Although the long awaited HD re-release to Shenmue, the cult Dreamcast classic by Yu Suzuki, was released in the West back in August (for the PS4, Xbox One, and PC), it finally got its Japanese release (though exclusive to the PS4 in Japan) this Thanksgiving! After re-enjoying what many call the original open world game, we thought it would be best to offer 3 reasons on why you should play (or not play) Shenmue HD.
3. It accurately depicts Yokosuka and China
Yes, the praise to this quality of Shenmue has been done to death but when fans get to visit these places for real or see pictures or videos of them, it’s truly captivating how Shenmue accurately portrays Yokosuka, Hong Kong, and Guilin. Shenmue allows you to experience a different culture, or best yet, inspire you to visit! You see what an average Japanese neighborhood is like as well as China’s serene nature. Although the Kowloon Walled City was demolished over 20 years ago, fans can still get a taste of it at the Warehouse Arcade in Kawasaki, which is between Tokyo and Yokosuka!
2. For martial arts cinema (and Virtua Fighter) lovers
If you love martial arts cinema, then Shenmue is the game for you. Since Shenmue was conceived as a Virtua Fighter RPG, its fighting engine largely takes from Virtua Fighter, which emphasizes the realities of martial arts and combat, as opposed to the elemental side of it like you see in Street Fighter. In addition, some of Ryo’s opponents are based on Virtua Fighter characters (such as Rod being based on Jeffery, Chunyan based on Sarah, and Chai based on Leon). When you do the typical battles, fighting physics are realistically applied with defending, attacking, and countering. For fights that need to be more cinematically presentable, that’s what the QTE scenes are for. If you want to control the outcome of a Hong Kong market alley fight, Shenmue gives you that chance through QTEs!
1. A Tribute to Sega
As previously stated, Shenmue started out as a Virtua Fighter RPG and pays numerous tributes to it throughout the game. Not only do you get characters based on Virtua Fighter, you see posters of Virtua Fighter in Ryo’s house, or in some places throughout town. Not only does this game make reference to Virtua Fighter, but many other of Sega’s franchises. You can buy capsule toys of Sonic the Hedgehog, Alex Kidd, and Daytona USA. Or try your luck at a drawing game and see if you can win Saturn copies of Hang-On and Space Harrier! If not, you can visit a local arcade and still play them (with OutRun and After Burner introduced in the Shenmue II portion)
3. It is slow
Compared to some games that many gamers enjoy today, Shenmue HD is slow for the right reasons, but it doesn’t mean they are agreeable. The game operates on its own time system (try to think of one hour in real time as a whole day in Shenmue) which makes the game unique, but also drags it down. In the chapter 1 portion, if you need to meet a guy two days later at 3pm, then you have all that time to kill without the option of time skipping. However, when you go onto the China portion of the game, you do have that option. While there are things you can do in those two days’ game time, we can understand the option to time skip would be nice.

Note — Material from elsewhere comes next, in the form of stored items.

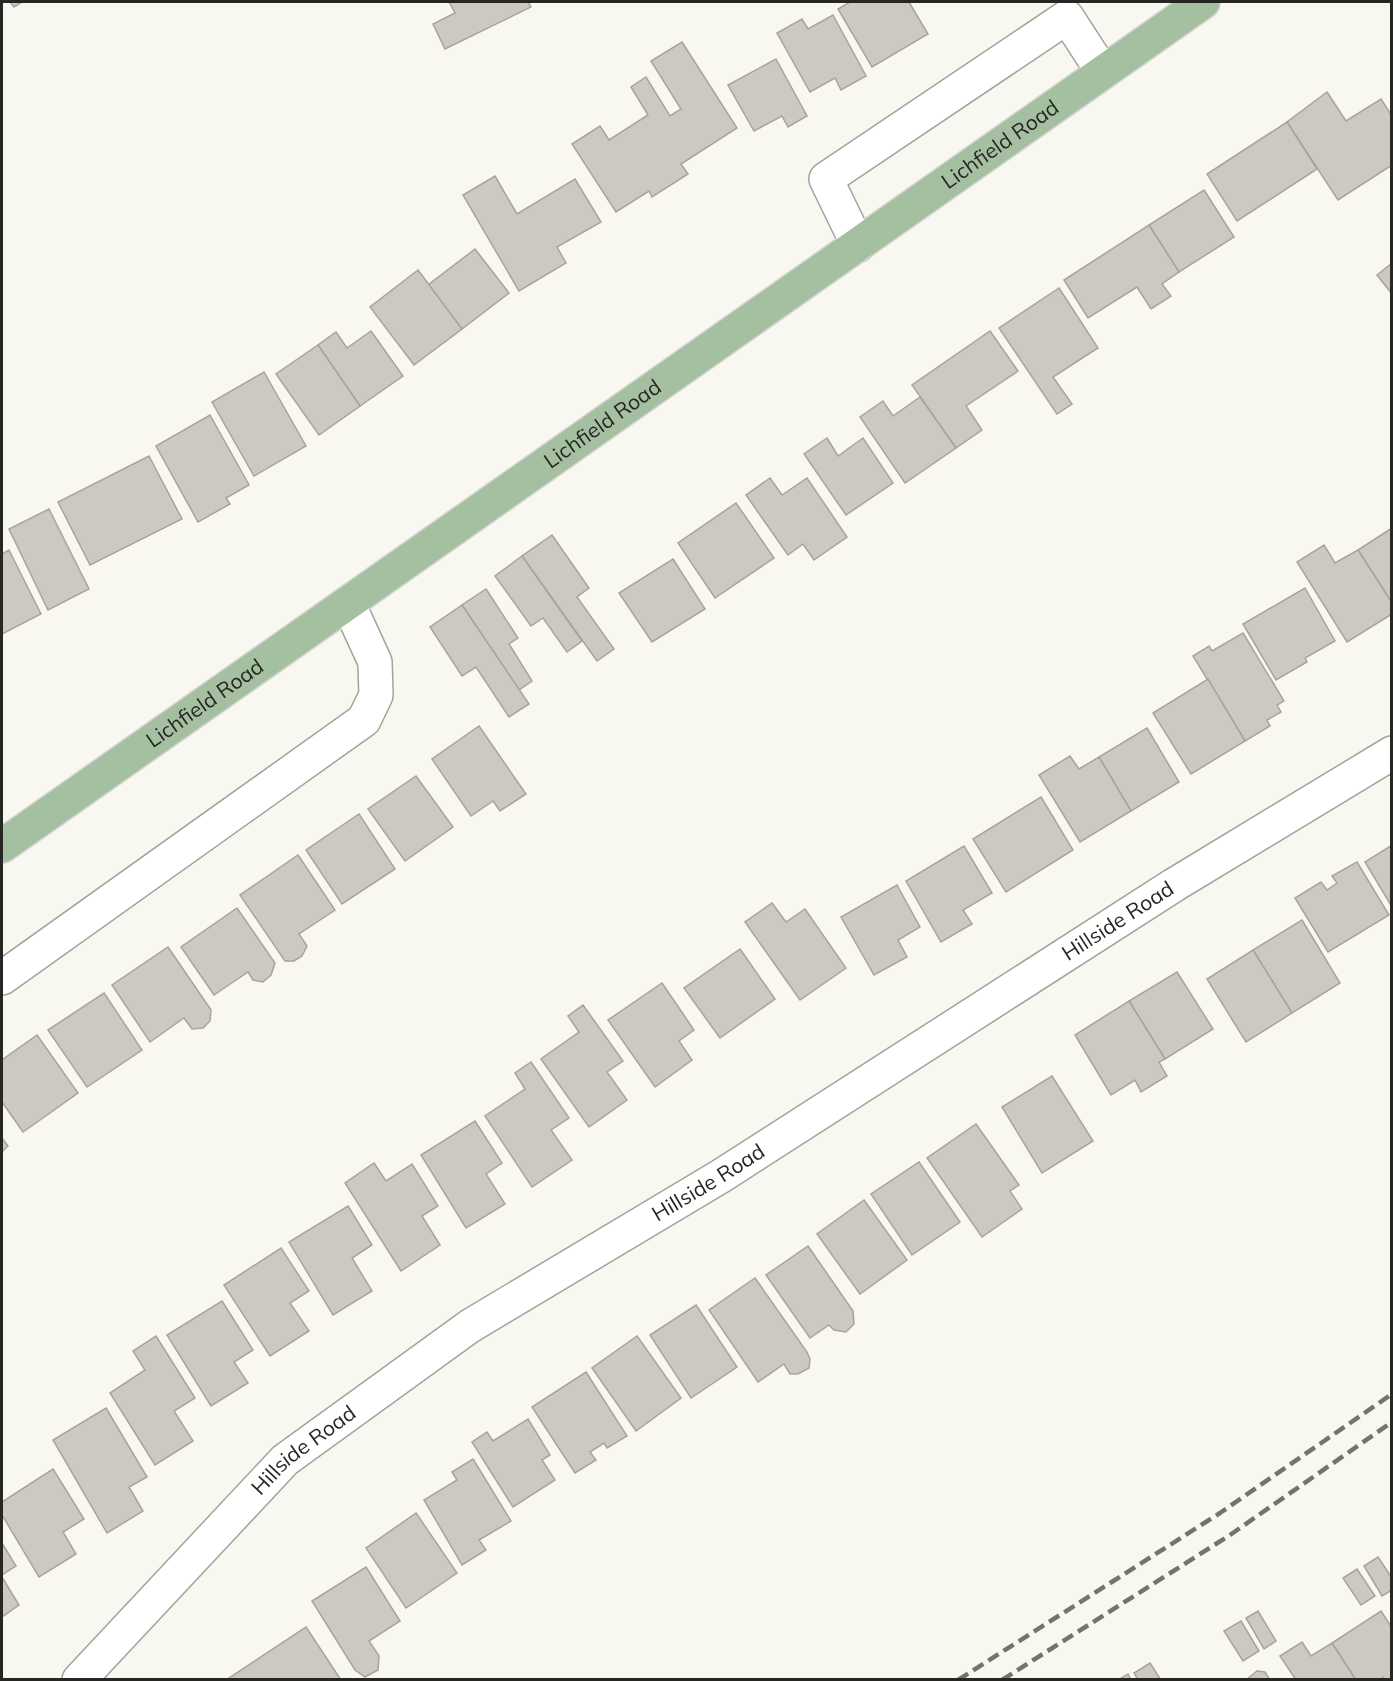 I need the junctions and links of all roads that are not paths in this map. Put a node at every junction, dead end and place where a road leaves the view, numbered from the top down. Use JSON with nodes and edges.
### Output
{"nodes":[{"id":1,"x":1203,"y":2,"type":"edge"},
{"id":2,"x":1079,"y":9,"type":"edge"},
{"id":3,"x":1102,"y":71,"type":"junction"},
{"id":4,"x":858,"y":245,"type":"junction"},
{"id":5,"x":348,"y":603,"type":"junction"},
{"id":6,"x":1392,"y":753,"type":"edge"},
{"id":7,"x":2,"y":846,"type":"edge"},
{"id":8,"x":2,"y":978,"type":"edge"},
{"id":9,"x":79,"y":1680,"type":"edge"}],
"edges":[{"from":1,"to":3,"type":"main road","name":"Lichfield Road"},
{"from":2,"to":3,"type":"street"},
{"from":2,"to":4,"type":"street"},
{"from":3,"to":4,"type":"main road","name":"Lichfield Road"},
{"from":4,"to":5,"type":"main road","name":"Lichfield Road"},
{"from":5,"to":7,"type":"main road","name":"Lichfield Road"},
{"from":5,"to":8,"type":"street"},
{"from":6,"to":9,"type":"street","name":"Hillside Road"}]}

With its Western release, it was notoriously glitchy. Some sounds were not working, certain button inputs with QTEs were all over the place, certain environments weren’t showing up, and some gamers complained that they had trouble saving the game when they beat chapter 1. Since then, Sega has released patches for all versions to correct these glitches these past few weeks, and many speculate the Japanese release was saved for November just so they can release it (almost) glitch free.
1. Not for the Easily Offended
Poor English Audio Quality
We understand some fans are wishing to purchase the Japanese release for its exclusive soundtrack, but if you want dual audio, that’s only available on the Western release. For the Japanese release, the audio is exclusively in Japanese. However, if you wish to listen to its (in)famous English dub in the Western versions, the quality is pretty much inaudible. Some fans checked the audio files of the game and noticed that the Japanese audio files were double the size of the English ones.
Even before the announcement of Shenmue 3’s kickstarter back in June 2015, many fans were campaigning for an HD re-release for present days consoles. Considering that open world games have progressed this past decade and with many hardcore fans believing that Shenmue’s open world qualities still holds up, it only makes sense to do so. Yes, there are some concepts with its controls that are outdated, but is still enjoyable to veterans and newbies alike. If you want something more organic with an open world experience, Shenmue is definitely that game. If you want an open world with all style and no substance, then Shenmue is not your game. Yes, the English dub has gotten flack (and praise, even by Suzuki), but for the first time in almost 20 years, fans have the option to play it in Japanese to further authenticate that experience of being in Japan. If you can’t afford a $650 USD+ flight to Japan or China, maybe something around $30 can be a suitable substitute for that vacation.